No land is an Island

Regional Integration

Colombia will need to balance its desire to form new global trade and military relationships with its regional commitments in Latin and South America.

In an uncertain global climate, regional integration will be increasingly important for Colombia as it looks to maintain and develop its standing as one of Latin America’s leading countries. A member of the Union of South American Nations (UNASUR), the Andean Community (CAN), and the Community of Latin American and Caribbean States (CELAC), Colombia is intimately acquainted with the challenges and rewards that come with regional integration.

Founded in 1969, the Andean Community is one of the oldest regional communities in Latin America. It is a trade bloc composed of Bolivia, Colombia, Ecuador, and Peru; Venezuela withdrew its membership in 2006. CAN is an intergovernmental agency focused on economic policy, trade, and a shared agenda in the goal of linking the member countries and forming unified policies that benefit all countries. Rich in natural and economic resources, CAN has a total population of over 100 million, a combined GDP of over USD580 billion, and is home to 20% of the planet’s biodiversity. The Andean community’s governing body is the Andean Parliament, which consists of four elected representatives from each country.

The Andean Community’s key focus recently has been on trade deals and economic integration. The community established the Andean Free Trade Area (AFTA) in 1993, which took landmark steps towards the elimination of customs tariffs. Additional efforts toward economic integration followed in recent years, with the creation of a common market in 2004 and the creation of common tariff policies shortly thereafter. Individual countries retain the right to make specific trade deals that are in their best interests, but emphasis is made on linking decisions to create a fair and equal market. Moreover, the community allows for free movement of workers within countries with the Andean Migration Card established in 2007.

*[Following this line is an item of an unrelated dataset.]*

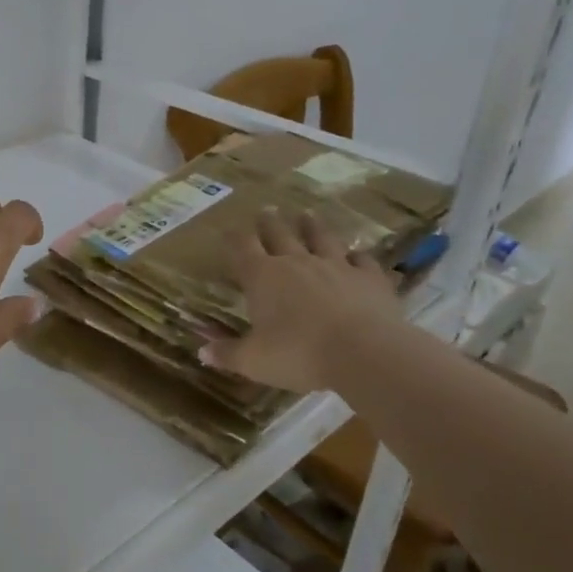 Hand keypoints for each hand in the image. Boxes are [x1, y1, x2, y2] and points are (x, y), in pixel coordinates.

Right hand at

Colombia has long been at the forefront of CAN’s operations and taken an active in role in the formation of policy, but recent trade deals with the EU have led to tensions within CAN. In 2012, the EU signed a comprehensive trade agreement with Colombia and Peru, with Ecuador added to the agreement in 2014. At the beginning of original negotiations with the EU, Ecuador and Bolivia expressed concerns that the proposed agreement was too favorable to the EU and included provisions that would be difficult for the smaller countries to meet. As a stable and prosperous country with well-developed national industries, Colombia and Peru can make agreements that would be onerous for Ecuadorian and Bolivian national industries.

Though Ecuador joined in 2014, Bolivia remains a holdout and, as a result, is unable to export products to the European market. This is a continuing source of tension within CAN. Moving forward, Colombia will need to take care to balance the needs of member countries’ different development levels as they look to form new regional trade agreements with the Asian market.

UNASUR is a more recent regional organization with similar aims. With membership consisting of every independent South American nation, UNASUR was formed in 2011 as the result of years of work to further regional integration. UNASUR’s primary actions are economic development efforts through the Bank of the South, its credit institution. The group also coordinates on border controls, infrastructure, and defense policy. This last topic has been a point of contention for Colombia, which originally refused to join UNASUR’s defense council because of its preexisting military ties with the US. Although it resolved those issues and joined the organization, the country’s ties with the US military continue to generate tension within the regional organization. Colombia announced in December 2016 preliminary talks with NATO in the hopes of becoming a full member, drawing the ire of regional leaders who view this as a violation of the declaration of Latin America as a peaceful zone.

Colombia’s entry into NATO is still very much in the future, but as with its economic policy, the nation appears to be reaching a crossroads between its global ambitions and regional responsibilities. The challenge will be to integrate itself into the global economy, provide peace and stability, and balance its needs with the needs and responsibilities of its fellow members in regional organizations. After decades of work that have gone into increased regional integration, the best move will likely involve compromise to maintain good relationships with its neighbors. Charity begins at home, as the saying goes, and Colombia knows well enough that it stands to benefit from a strong and unified Latin America.